ABOUT THIS TASK — Your output must match the records exactly, line for line.

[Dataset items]
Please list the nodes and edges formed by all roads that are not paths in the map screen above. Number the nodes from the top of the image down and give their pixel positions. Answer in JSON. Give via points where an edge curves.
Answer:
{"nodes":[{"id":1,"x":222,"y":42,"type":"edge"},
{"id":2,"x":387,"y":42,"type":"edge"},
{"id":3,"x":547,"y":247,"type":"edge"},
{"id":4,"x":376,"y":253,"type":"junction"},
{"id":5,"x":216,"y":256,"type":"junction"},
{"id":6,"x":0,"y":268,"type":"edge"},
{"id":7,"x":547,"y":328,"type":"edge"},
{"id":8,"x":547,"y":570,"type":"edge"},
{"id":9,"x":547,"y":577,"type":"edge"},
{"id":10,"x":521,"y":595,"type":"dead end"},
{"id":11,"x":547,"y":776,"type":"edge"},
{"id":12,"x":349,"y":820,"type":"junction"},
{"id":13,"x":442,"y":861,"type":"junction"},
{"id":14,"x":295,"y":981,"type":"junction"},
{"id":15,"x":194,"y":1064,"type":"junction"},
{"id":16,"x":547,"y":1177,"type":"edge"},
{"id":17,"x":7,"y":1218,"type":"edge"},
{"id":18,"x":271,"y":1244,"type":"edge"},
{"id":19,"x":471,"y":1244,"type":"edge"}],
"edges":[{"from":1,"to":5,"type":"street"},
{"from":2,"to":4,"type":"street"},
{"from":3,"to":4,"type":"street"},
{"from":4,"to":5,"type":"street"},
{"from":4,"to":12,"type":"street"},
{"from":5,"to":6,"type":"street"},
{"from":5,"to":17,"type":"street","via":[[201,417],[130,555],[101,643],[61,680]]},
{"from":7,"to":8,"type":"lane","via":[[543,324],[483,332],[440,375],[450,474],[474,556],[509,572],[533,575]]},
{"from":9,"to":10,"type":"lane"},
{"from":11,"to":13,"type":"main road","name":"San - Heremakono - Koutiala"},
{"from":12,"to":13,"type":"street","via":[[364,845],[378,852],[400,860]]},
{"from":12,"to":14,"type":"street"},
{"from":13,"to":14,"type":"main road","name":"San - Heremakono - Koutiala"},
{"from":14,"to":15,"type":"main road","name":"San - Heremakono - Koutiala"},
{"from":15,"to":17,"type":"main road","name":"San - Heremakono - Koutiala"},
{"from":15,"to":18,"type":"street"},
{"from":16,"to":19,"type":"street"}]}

TASK SOLUTION —
Please list the nodes and edges formed by all roads that are not paths in the map screen above. Number the nodes from the top of the image down and give their pixel positions. Answer in JSON. Give via points where an edge curves.
Answer:
{"nodes":[{"id":1,"x":222,"y":42,"type":"edge"},
{"id":2,"x":387,"y":42,"type":"edge"},
{"id":3,"x":547,"y":247,"type":"edge"},
{"id":4,"x":376,"y":253,"type":"junction"},
{"id":5,"x":216,"y":256,"type":"junction"},
{"id":6,"x":0,"y":268,"type":"edge"},
{"id":7,"x":547,"y":328,"type":"edge"},
{"id":8,"x":547,"y":570,"type":"edge"},
{"id":9,"x":547,"y":577,"type":"edge"},
{"id":10,"x":521,"y":595,"type":"dead end"},
{"id":11,"x":547,"y":776,"type":"edge"},
{"id":12,"x":349,"y":820,"type":"junction"},
{"id":13,"x":442,"y":861,"type":"junction"},
{"id":14,"x":295,"y":981,"type":"junction"},
{"id":15,"x":194,"y":1064,"type":"junction"},
{"id":16,"x":547,"y":1177,"type":"edge"},
{"id":17,"x":7,"y":1218,"type":"edge"},
{"id":18,"x":271,"y":1244,"type":"edge"},
{"id":19,"x":471,"y":1244,"type":"edge"}],
"edges":[{"from":1,"to":5,"type":"street"},
{"from":2,"to":4,"type":"street"},
{"from":3,"to":4,"type":"street"},
{"from":4,"to":5,"type":"street"},
{"from":4,"to":12,"type":"street"},
{"from":5,"to":6,"type":"street"},
{"from":5,"to":17,"type":"street","via":[[201,417],[130,555],[101,643],[61,680]]},
{"from":7,"to":8,"type":"lane","via":[[543,324],[483,332],[440,375],[450,474],[474,556],[509,572],[533,575]]},
{"from":9,"to":10,"type":"lane"},
{"from":11,"to":13,"type":"main road","name":"San - Heremakono - Koutiala"},
{"from":12,"to":13,"type":"street","via":[[364,845],[378,852],[400,860]]},
{"from":12,"to":14,"type":"street"},
{"from":13,"to":14,"type":"main road","name":"San - Heremakono - Koutiala"},
{"from":14,"to":15,"type":"main road","name":"San - Heremakono - Koutiala"},
{"from":15,"to":17,"type":"main road","name":"San - Heremakono - Koutiala"},
{"from":15,"to":18,"type":"street"},
{"from":16,"to":19,"type":"street"}]}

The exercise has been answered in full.